2. Update MediaHeader labels so occurrence-based totals no longer imply unique vocabulary counts.
3. Update the known-words label copy to explicitly state it is based on unique words/headwords.
4. Run targeted stats tests and record results.
<!-- SECTION:PLAN:END -->

## Implementation Notes

<!-- SECTION:NOTES:BEGIN -->
Root cause confirmed: library header compares occurrence-based totalWordsSeen against unique-headword known-words summary. Awaiting plan approval before code changes.

Updated library header copy to label totalWordsSeen as word occurrences and known-word coverage as known unique words. Added an optional initialKnownWordsSummary prop to support deterministic server-render tests without changing runtime behavior.
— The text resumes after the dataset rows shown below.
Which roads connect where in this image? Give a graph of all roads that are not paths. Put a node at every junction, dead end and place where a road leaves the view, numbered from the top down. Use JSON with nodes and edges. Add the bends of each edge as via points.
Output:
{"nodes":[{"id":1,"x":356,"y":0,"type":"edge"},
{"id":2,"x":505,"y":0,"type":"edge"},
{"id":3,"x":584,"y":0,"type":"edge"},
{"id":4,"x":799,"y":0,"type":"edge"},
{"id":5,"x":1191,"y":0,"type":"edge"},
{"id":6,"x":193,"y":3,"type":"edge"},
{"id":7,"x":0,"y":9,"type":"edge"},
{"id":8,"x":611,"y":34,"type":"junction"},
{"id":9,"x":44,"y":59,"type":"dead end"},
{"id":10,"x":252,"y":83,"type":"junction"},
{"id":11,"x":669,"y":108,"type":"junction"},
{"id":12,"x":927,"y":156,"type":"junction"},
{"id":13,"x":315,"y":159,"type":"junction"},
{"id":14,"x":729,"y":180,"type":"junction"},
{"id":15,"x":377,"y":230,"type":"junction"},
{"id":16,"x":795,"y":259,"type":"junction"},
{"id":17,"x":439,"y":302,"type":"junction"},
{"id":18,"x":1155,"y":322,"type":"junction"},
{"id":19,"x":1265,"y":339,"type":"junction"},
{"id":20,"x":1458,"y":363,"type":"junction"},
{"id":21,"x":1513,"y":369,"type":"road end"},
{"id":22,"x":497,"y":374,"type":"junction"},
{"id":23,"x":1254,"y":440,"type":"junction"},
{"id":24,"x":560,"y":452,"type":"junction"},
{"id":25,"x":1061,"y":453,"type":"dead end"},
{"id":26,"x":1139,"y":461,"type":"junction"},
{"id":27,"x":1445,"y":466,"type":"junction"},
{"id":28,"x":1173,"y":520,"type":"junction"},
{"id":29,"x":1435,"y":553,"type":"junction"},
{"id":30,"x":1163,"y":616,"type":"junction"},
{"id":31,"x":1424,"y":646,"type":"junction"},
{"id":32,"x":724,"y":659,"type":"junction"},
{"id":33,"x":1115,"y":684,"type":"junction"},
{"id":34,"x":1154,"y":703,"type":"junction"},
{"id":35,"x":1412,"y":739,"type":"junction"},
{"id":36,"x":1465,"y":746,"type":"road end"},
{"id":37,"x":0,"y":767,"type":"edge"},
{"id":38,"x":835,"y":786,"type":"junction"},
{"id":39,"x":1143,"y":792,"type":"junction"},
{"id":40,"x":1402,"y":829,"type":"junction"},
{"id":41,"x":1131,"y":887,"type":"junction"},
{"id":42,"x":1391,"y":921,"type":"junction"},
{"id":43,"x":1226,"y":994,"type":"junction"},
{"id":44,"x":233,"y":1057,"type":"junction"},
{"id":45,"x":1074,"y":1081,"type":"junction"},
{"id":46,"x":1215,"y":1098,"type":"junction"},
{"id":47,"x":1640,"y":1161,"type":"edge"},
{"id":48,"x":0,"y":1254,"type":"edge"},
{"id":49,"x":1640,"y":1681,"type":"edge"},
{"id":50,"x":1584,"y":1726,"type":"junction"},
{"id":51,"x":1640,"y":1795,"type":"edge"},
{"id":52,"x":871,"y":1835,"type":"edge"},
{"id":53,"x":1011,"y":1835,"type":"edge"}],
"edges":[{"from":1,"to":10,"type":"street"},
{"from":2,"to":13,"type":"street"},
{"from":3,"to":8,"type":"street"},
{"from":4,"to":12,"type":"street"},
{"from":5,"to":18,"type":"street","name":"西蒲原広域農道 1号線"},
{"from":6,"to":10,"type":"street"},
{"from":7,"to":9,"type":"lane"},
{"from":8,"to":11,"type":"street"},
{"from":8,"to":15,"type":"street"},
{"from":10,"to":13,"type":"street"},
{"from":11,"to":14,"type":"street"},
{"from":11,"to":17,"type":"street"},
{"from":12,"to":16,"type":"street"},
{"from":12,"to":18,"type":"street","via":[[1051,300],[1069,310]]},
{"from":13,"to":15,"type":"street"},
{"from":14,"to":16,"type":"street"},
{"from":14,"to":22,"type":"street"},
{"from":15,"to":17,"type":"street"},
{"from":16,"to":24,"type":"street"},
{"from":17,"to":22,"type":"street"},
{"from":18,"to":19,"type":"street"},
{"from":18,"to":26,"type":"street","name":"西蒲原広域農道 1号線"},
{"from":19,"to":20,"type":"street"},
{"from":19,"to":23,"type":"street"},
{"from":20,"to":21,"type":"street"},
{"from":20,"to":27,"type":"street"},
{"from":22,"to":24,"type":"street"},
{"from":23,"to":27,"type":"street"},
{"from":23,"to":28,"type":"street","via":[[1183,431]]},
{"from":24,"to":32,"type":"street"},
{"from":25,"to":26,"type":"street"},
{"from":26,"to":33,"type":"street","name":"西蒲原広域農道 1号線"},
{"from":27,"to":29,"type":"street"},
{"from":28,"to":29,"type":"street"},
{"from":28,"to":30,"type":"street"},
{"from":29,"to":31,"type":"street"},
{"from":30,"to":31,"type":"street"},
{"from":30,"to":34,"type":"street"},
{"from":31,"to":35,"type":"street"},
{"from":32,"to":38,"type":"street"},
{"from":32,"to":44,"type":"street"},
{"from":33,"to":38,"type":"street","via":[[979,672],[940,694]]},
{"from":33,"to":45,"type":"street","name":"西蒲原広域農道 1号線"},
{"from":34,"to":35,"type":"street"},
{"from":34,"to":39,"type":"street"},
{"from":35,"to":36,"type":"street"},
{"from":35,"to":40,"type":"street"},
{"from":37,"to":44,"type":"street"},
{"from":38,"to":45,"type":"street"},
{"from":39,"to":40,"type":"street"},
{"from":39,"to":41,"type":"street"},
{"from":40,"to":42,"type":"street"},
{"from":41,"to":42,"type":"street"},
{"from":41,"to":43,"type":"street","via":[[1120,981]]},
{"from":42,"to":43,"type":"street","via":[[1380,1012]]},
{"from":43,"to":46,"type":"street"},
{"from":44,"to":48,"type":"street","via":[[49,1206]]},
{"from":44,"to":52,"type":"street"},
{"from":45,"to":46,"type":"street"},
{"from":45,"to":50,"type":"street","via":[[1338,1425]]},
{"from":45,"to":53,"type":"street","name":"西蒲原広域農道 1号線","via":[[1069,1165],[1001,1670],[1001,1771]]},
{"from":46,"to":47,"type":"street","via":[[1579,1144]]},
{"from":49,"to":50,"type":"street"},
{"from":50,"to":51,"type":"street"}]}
Verification: `bun test stats/src/lib/yomitan-lookup.test.tsx` passes. `bun run typecheck:stats` remains blocked by preexisting unrelated errors in stats/src/components/anime/AnilistSelector.tsx, stats/src/lib/reading-utils.ts, stats/src/lib/reading-utils.test.ts, and stats/src/lib/vocabulary-tab.test.ts.
<!-- SECTION:NOTES:END -->

## Final Summary

<!-- SECTION:FINAL_SUMMARY:BEGIN -->
Clarified the library/media header so occurrence-based subtitle counts are no longer presented as if they were unique vocabulary totals. The header now labels `totalWordsSeen` as `word occurrences`, and the known-words summary explicitly says `known unique words`, which matches the backend's DISTINCT headword calculation.

For regression coverage, added a focused MediaHeader render test that exercises the exact mismatch case (30 occurrences vs 34 unique words) and verifies the new copy. Also updated one stale AnimeOverviewStats assertion in the same targeted test file so the focused stats test lane is green.

Tests run:
- `bun test stats/src/lib/yomitan-lookup.test.tsx` ✅
- `bun run typecheck:stats` ⚠️ blocked by preexisting unrelated errors in AnilistSelector and reading-utils/vocabulary-tab stats files.
<!-- SECTION:FINAL_SUMMARY:END -->